Systemic chemotherapy is delivered through the bloodstream to reach cancer cells throughout the body. Common ways to give chemotherapy include an intravenous (IV) tube placed into a vein using a needle or in a pill or capsule that is swallowed (orally).
Chemotherapy may be given before surgery to shrink a large tumor and reduce the risk of recurrence, called neoadjuvant chemotherapy. It may also be given after surgery to reduce the risk of recurrence, called adjuvant chemotherapy. Chemotherapy is also commonly given if a patient has a metastatic breast cancer recurrence.
A chemotherapy regimen (schedule) consists of a specific treatment schedule of drugs given at repeating intervals for a set period of time. Chemotherapy may be given on many different schedules depending on what worked best in clinical trials for that specific type of regimen. It may be given once a week, once every two weeks (also called dose-dense), once every three weeks.

What can I do to reduce my risk of breast cancer?

Lifestyle changes have been shown in studies to decrease breast cancer risk even in high-risk women.  The following are steps you can take to lower your risk:
·         Limit alcohol. The more alcohol you drink, the greater your risk of developing breast cancer. If you choose to drink alcohol — including beer, wine or liquor — limit yourself to no more than one drink a day.
·         Don't smoke. Accumulating evidence suggests a link between smoking and breast cancer risk, particularly in premenopausal women. In addition, not smoking is one of the best things you can do for your overall health.
·         Control your weight. Being overweight or obese increases the risk of breast cancer.
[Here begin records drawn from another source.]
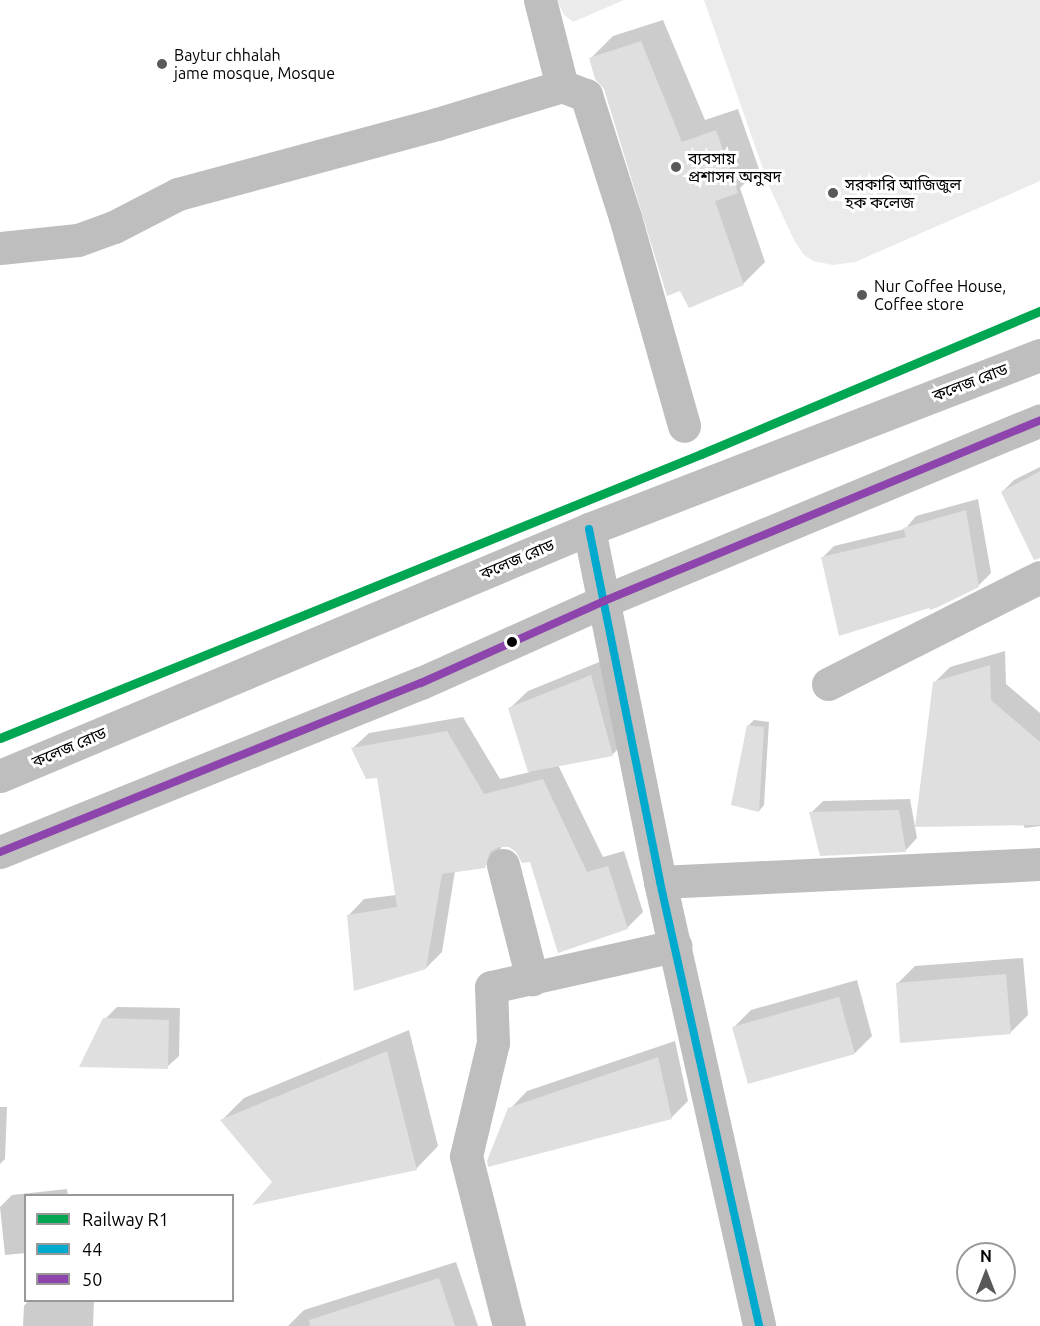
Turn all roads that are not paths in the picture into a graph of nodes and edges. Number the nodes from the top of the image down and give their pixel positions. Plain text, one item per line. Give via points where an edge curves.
1 (540, 0) edge
2 (562, 86) junction
3 (0, 248) edge
4 (1040, 355) edge
5 (1040, 420) edge
6 (684, 426) dead end
7 (589, 529) junction
8 (1040, 577) edge
9 (604, 601) junction
10 (828, 684) dead end
11 (0, 776) edge
12 (0, 852) edge
13 (1040, 864) edge
14 (503, 865) dead end
15 (660, 882) junction
16 (675, 946) junction
17 (532, 979) junction
18 (510, 1326) edge
19 (759, 1326) edge

1 - 2 main road
2 - 3 main road via 178,194 114,227 78,240
2 - 6 main road via 586,95
4 - 7 main road, কলেজ রোড
5 - 9 main road
7 - 9 main road
7 - 11 main road, কলেজ রোড
8 - 10 main road
9 - 12 main road via 421,683
9 - 15 main road
13 - 15 main road
14 - 17 main road
15 - 16 main road
16 - 17 main road
16 - 19 main road
17 - 18 main road via 491,987 493,1043 466,1156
This is especially true if obesity occurs later in life, particularly after menopause.
·         Be physically active. Physical activity can help you maintain a healthy weight, which, in turn, helps prevent breast cancer. For most healthy adults, the Department of Health and Human Services recommends at least 150 minutes a week of moderate aerobic activity or 75 minutes of vigorous aerobic activity weekly, plus strength training at least twice a week.
·         Breast-feed. Breast-feeding may play a role in breast cancer prevention. The longer you breast-feed, the greater the protective effect.
·         Limit dose and duration of hormone therapy. Combination hormone therapy for more than three to five years increases the risk of breast cancer. If you're taking hormone therapy for menopausal symptoms, ask your doctor about other options. You may be able to manage your symptoms with nonhormonal therapies, such as physical activity. If you decide that the benefits of short-term hormone therapy outweigh the risks, use the lowest dose that works for you.
·         Avoid exposure to radiation and environmental pollution.Medical-imaging methods, such as computerized tomography, use high doses of radiation, which have been linked with breast cancer risk. Reduce your exposure by having such tests only when absolutely necessary. While more studies are needed, some research suggests a link between breast cancer and exposure to the chemicals found in some workplaces, gasoline fumes and vehicle exhaust.
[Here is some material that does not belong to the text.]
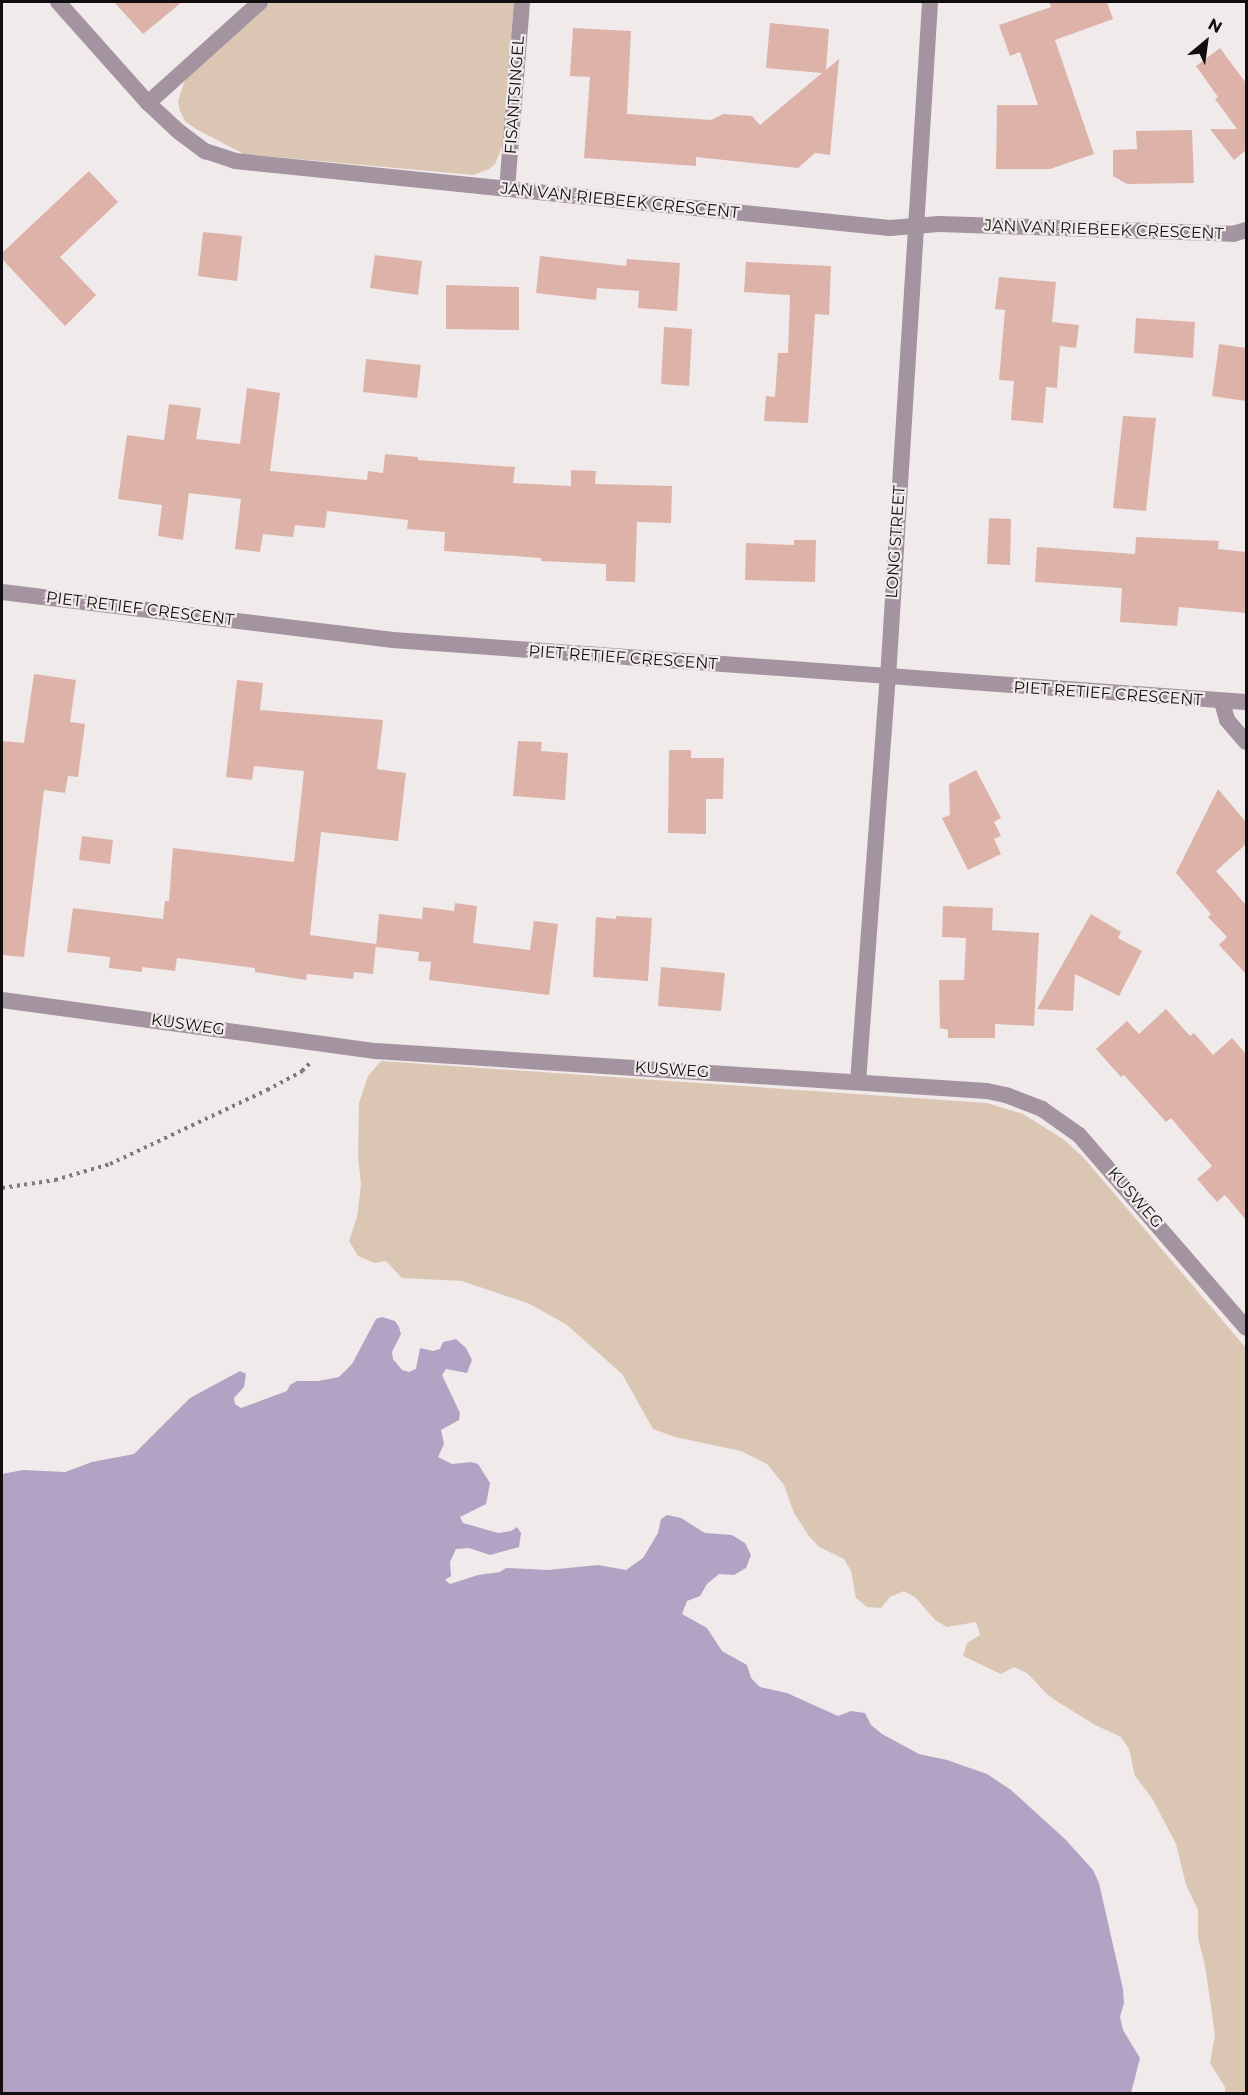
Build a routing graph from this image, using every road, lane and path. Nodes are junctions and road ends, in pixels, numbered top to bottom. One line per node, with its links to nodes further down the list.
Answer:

Can a healthy diet prevent breast cancer?

Eating a diet rich in fruits and vegetables hasn't been consistently shown to offer protection from breast cancer. In addition, a low-fat diet appears to offer only a slight reduction in the risk of breast cancer.
However, eating a healthy diet may decrease your risk of other types of cancer, as well as diabetes, heart disease and stroke. A healthy diet can also help you maintain a healthy weight — a key factor in breast cancer prevention.